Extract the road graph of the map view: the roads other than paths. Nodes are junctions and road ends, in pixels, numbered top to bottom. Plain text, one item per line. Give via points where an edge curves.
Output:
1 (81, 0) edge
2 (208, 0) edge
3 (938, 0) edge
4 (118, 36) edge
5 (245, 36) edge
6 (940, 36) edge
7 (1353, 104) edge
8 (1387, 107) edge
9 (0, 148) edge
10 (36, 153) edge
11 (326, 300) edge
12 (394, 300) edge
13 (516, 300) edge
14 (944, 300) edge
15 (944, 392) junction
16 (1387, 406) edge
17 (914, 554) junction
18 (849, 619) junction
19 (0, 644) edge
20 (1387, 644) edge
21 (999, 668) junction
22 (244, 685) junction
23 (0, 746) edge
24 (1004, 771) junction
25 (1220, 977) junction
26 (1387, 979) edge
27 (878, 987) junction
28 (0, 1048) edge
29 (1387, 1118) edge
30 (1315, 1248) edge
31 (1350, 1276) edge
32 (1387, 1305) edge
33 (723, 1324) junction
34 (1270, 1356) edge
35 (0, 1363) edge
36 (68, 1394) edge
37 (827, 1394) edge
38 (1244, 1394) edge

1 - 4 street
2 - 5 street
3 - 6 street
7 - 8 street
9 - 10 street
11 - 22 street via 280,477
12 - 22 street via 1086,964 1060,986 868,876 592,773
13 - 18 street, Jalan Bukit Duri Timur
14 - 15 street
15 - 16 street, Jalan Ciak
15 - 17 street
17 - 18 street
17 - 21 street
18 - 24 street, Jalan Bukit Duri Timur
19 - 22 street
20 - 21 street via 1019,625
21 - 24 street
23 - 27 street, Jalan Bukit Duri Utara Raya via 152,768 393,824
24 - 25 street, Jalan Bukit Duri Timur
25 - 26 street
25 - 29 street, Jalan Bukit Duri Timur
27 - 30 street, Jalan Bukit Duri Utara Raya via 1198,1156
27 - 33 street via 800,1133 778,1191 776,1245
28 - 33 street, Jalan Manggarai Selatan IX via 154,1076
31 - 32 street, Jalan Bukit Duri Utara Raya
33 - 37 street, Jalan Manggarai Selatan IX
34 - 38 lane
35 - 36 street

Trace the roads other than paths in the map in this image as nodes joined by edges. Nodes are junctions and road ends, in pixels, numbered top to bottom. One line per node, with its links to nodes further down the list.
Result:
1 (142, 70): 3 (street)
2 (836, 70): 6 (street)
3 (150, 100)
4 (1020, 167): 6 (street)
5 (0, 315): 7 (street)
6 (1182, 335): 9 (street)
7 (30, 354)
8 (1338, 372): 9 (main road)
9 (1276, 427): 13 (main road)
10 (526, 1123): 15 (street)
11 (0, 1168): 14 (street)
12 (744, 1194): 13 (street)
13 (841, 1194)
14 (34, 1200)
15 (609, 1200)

───

Each record must be transcribed exactly, with nothing left out.

(ANSWER AREA)
Extract the road graph of the map view: the roads other than paths. Nodes are junctions and road ends, in pixels, numbered top to bottom. Plain text, one item per line. Give via points where an edge curves.
Output:
1 (81, 0) edge
2 (208, 0) edge
3 (938, 0) edge
4 (118, 36) edge
5 (245, 36) edge
6 (940, 36) edge
7 (1353, 104) edge
8 (1387, 107) edge
9 (0, 148) edge
10 (36, 153) edge
11 (326, 300) edge
12 (394, 300) edge
13 (516, 300) edge
14 (944, 300) edge
15 (944, 392) junction
16 (1387, 406) edge
17 (914, 554) junction
18 (849, 619) junction
19 (0, 644) edge
20 (1387, 644) edge
21 (999, 668) junction
22 (244, 685) junction
23 (0, 746) edge
24 (1004, 771) junction
25 (1220, 977) junction
26 (1387, 979) edge
27 (878, 987) junction
28 (0, 1048) edge
29 (1387, 1118) edge
30 (1315, 1248) edge
31 (1350, 1276) edge
32 (1387, 1305) edge
33 (723, 1324) junction
34 (1270, 1356) edge
35 (0, 1363) edge
36 (68, 1394) edge
37 (827, 1394) edge
38 (1244, 1394) edge

1 - 4 street
2 - 5 street
3 - 6 street
7 - 8 street
9 - 10 street
11 - 22 street via 280,477
12 - 22 street via 1086,964 1060,986 868,876 592,773
13 - 18 street, Jalan Bukit Duri Timur
14 - 15 street
15 - 16 street, Jalan Ciak
15 - 17 street
17 - 18 street
17 - 21 street
18 - 24 street, Jalan Bukit Duri Timur
19 - 22 street
20 - 21 street via 1019,625
21 - 24 street
23 - 27 street, Jalan Bukit Duri Utara Raya via 152,768 393,824
24 - 25 street, Jalan Bukit Duri Timur
25 - 26 street
25 - 29 street, Jalan Bukit Duri Timur
27 - 30 street, Jalan Bukit Duri Utara Raya via 1198,1156
27 - 33 street via 800,1133 778,1191 776,1245
28 - 33 street, Jalan Manggarai Selatan IX via 154,1076
31 - 32 street, Jalan Bukit Duri Utara Raya
33 - 37 street, Jalan Manggarai Selatan IX
34 - 38 lane
35 - 36 street

Trace the roads other than paths in the map in this image as nodes joined by edges. Nodes are junctions and road ends, in pixels, numbered top to bottom. One line per node, with its links to nodes further down the list.
Result:
1 (142, 70): 3 (street)
2 (836, 70): 6 (street)
3 (150, 100)
4 (1020, 167): 6 (street)
5 (0, 315): 7 (street)
6 (1182, 335): 9 (street)
7 (30, 354)
8 (1338, 372): 9 (main road)
9 (1276, 427): 13 (main road)
10 (526, 1123): 15 (street)
11 (0, 1168): 14 (street)
12 (744, 1194): 13 (street)
13 (841, 1194)
14 (34, 1200)
15 (609, 1200)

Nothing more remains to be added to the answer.